Cidade Nossa

Crônica: O avô e o sapo

Na crônica deste domingo (3/11) o jornalista Sergio Leo traz uma reflexão interessante sobre a relação entre avô e neta no mundo contemporâneo

Especial para o Correio — Sergio Leo 

"Você vai adorar o meu avô; ele é maluquinho!", anunciou a neta, ainda no carro, para a amiga com quem passaria a tarde. A mãe contou. E ele riu. Que responsabilidade. Nem pensar em decepcionar a amiguinha, desmoralizar a neta. Se um avô maluquinho esperavam, avô maluquinho seria. Mas há limites para loucuras de um avô. Ser maluco acrescentava um certo desafio à tarefa de ajudar os pais da criança querida, pausa bem-vinda no trabalho em home office.

Que maluquice credencia um avô junto às amizades da neta? Contar que não dá muita atenção para as datas de validade dos produtos bem guardados na geladeira — vencidos há tão pouco tempo, afinal — não é coisa que impressione as crianças. Ainda que apavore as mães; a filha o fizera prometer que nenhum ingrediente das refeições estaria além do vencimento marcado na embalagem.

Jogar as crianças para o alto, enquanto elas gritavam de susto e prazer, estava fora de questão. A lombar, já há algum tempo, não endossava esse tipo de maluquice. Brincar de pega-pega com as meninas, rugindo como fera selvagem tornou-se incompatível com os avisos que lhe dava o cardiologista.

Bom, vários amigos consideram loucura seu apego ao iPhone 7, que se recusava a trocar por modelo mais recente ("para que gastar tanto dinheiro? Qual a vantagem real da troca?", respondia, para escândalo da comunidade). Mas a verdade é que o celular reproduziu sem problemas os vídeos que a neta e a amiguinha pediram; difícil usar o aparelho para confirmar a fama de maluquinho.

Outras inadequações, como a recusa em trocar seus discos pelo Spotify, ou a doida — e doída — incapacidade de usar corretamente os serviços de streaming, nenhuma delas o gabaritava para o papel anunciado pela neta à amiga.
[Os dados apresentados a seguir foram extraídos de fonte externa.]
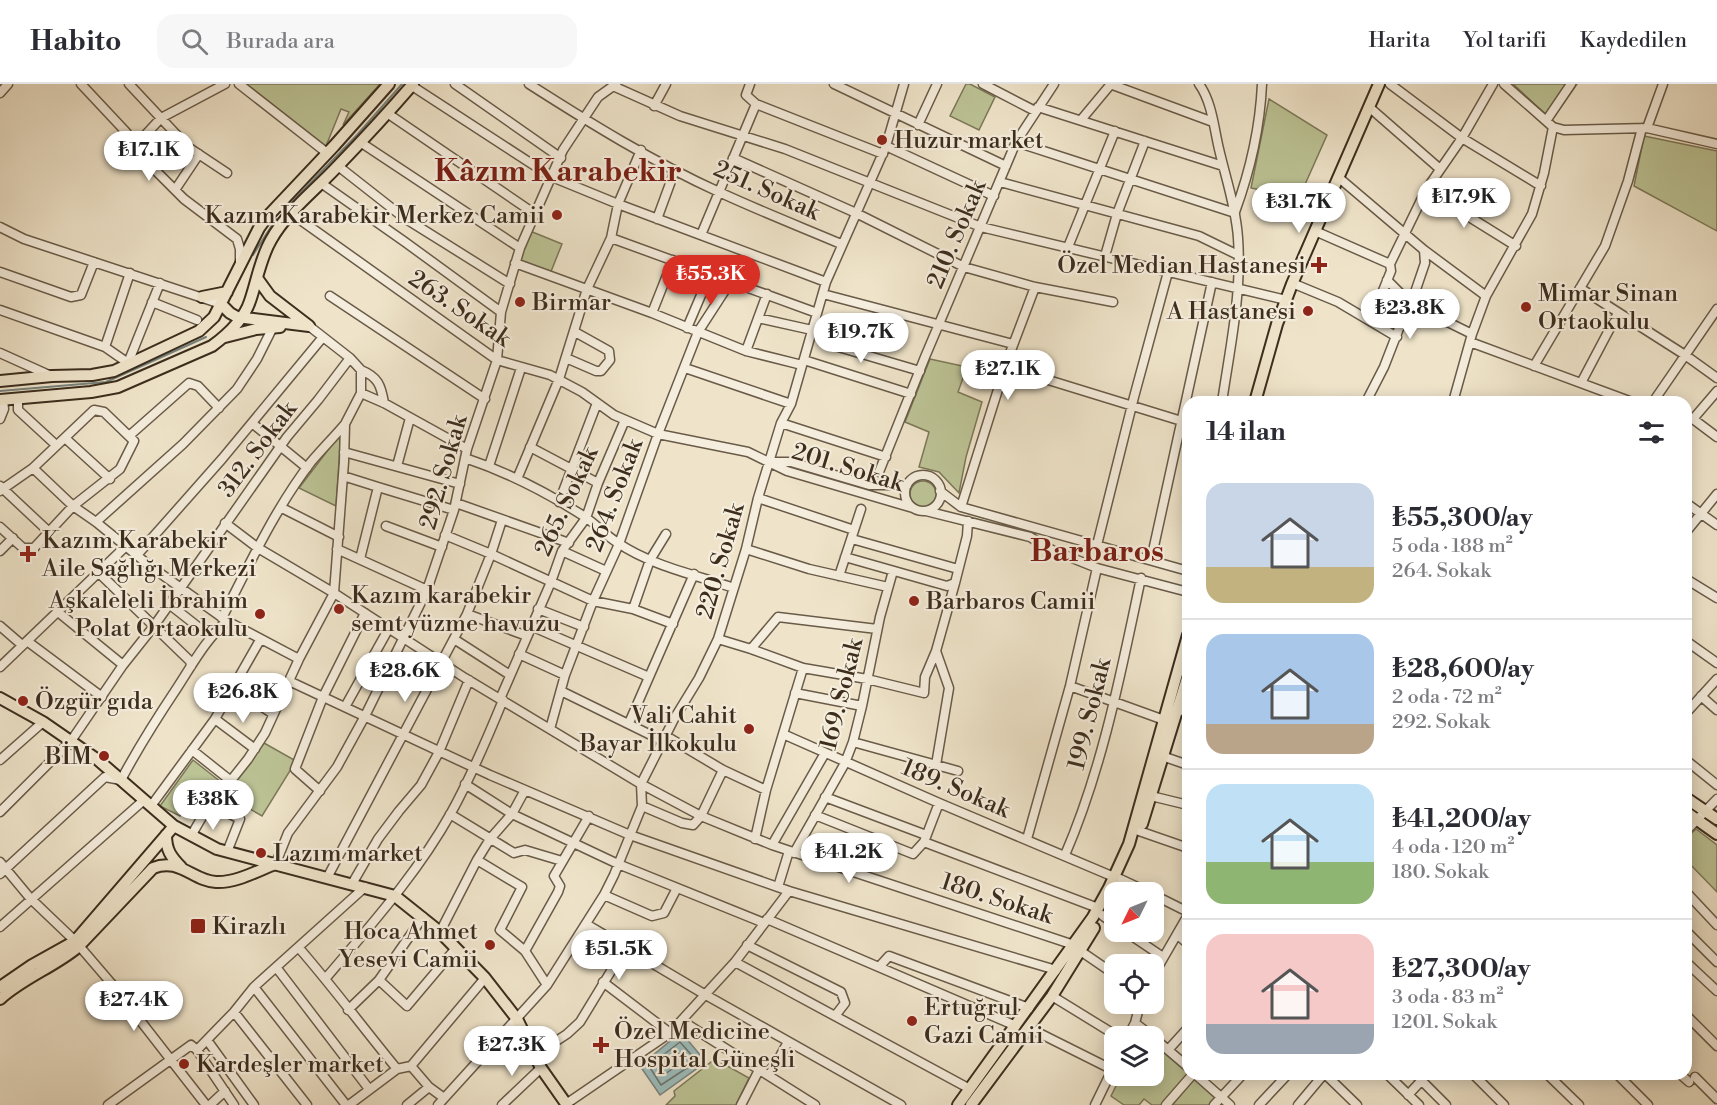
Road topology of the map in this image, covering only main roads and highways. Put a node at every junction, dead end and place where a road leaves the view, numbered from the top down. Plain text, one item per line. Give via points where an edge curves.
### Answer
1 (389, 84) edge
2 (1379, 84) edge
3 (413, 85) edge
4 (256, 278) junction
5 (227, 292) junction
6 (202, 297) road end
7 (221, 304) junction
8 (242, 317) junction
9 (309, 326) junction
10 (224, 337) junction
11 (0, 381) edge
12 (1257, 396) edge
13 (2, 400) edge
14 (1182, 680) edge
15 (0, 698) edge
16 (1178, 709) edge
17 (1692, 805) edge
18 (1692, 814) edge
19 (1702, 816) junction
20 (1717, 819) edge
21 (174, 826) junction
22 (1717, 834) edge
23 (166, 835) junction
24 (244, 856) junction
25 (276, 863) junction
26 (181, 867) junction
27 (242, 877) junction
28 (1117, 878) junction
29 (76, 944) junction
30 (1076, 947) junction
31 (0, 987) edge
32 (0, 999) edge
33 (566, 1104) edge
34 (958, 1105) edge
35 (971, 1105) edge

1 - 5 main road via 259,228
2 - 12 main road via 1292,283 1276,324
3 - 4 main road via 290,214 271,240
4 - 8 main road
4 - 9 main road via 270,296
5 - 6 main road
5 - 7 main road
7 - 8 main road
7 - 11 main road via 214,317 198,331 114,371
8 - 9 main road
8 - 10 main road
9 - 10 main road via 273,327
10 - 13 main road via 212,346 118,387
14 - 16 main road
15 - 21 main road via 98,759
16 - 28 main road via 1139,831
16 - 28 main road via 1164,720
17 - 19 main road
18 - 19 main road
19 - 20 main road
19 - 22 main road
21 - 23 main road
21 - 24 main road via 217,849
23 - 26 main road via 171,857
23 - 29 main road
24 - 25 main road
24 - 27 main road via 248,861
25 - 27 main road
25 - 33 main road via 394,896 423,917 484,978 517,1019 541,1068
26 - 27 main road via 213,882
26 - 29 main road via 153,868
28 - 30 main road
29 - 31 main road via 32,965
29 - 32 main road via 65,957
30 - 34 main road
30 - 35 main road via 1052,996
Como sempre, manteve as molecas longe da TV; e estava ainda agoniado com o fracasso na função designada pela criança, quando, distraído preparando o jantar, ouviu a neta chamar, do escritório, onde havia instalado as duas, depois de convencê-las a rabiscar sobre jornais velhos (aliás, ganhou um ponto ao mostrar, às duas, aquela exótica pilha de papel, impressa com letras e imagens — embora nenhuma delas tenha exclamado "que doido!", como ele esperava).

A neta o chamava para mostrar a lista de coisas a trazer, que daria às amigas convidadas para a próxima visita. Nela, após recomendarem não esquecer roupa de banho, toalha, lanche e outras trivialidades, incluíram a exigência: "traga um sapo". Até entendeu o pedido. Andavam apaixonadas pelo livro O sapo que não queria ser príncipe, do José Rezende Jr., exemplo de típico escritor maluquinho.

"Mas... sapo? Para quê, um sapo?" E a neta: "Calma vovô, é só pra criar mistério!".

Misteriosas, as inspirações de uma netinha. "Mas, e se trouxerem um monte de sapos? Vamos fazer o quê?". A neta, compreensiva, voltou-se para a amiguinha: "Tem razão, vovô! Inaê, acrescenta aí: 'só quem tiver poderes mágicos!'"

Mesmo inseguro sobre o alcance da magia das amiguinhas da neta, concordou, afinal. Como não?

Vai dizer. Uma mocinha sensata dessas... é de deixar maluco qualquer avô.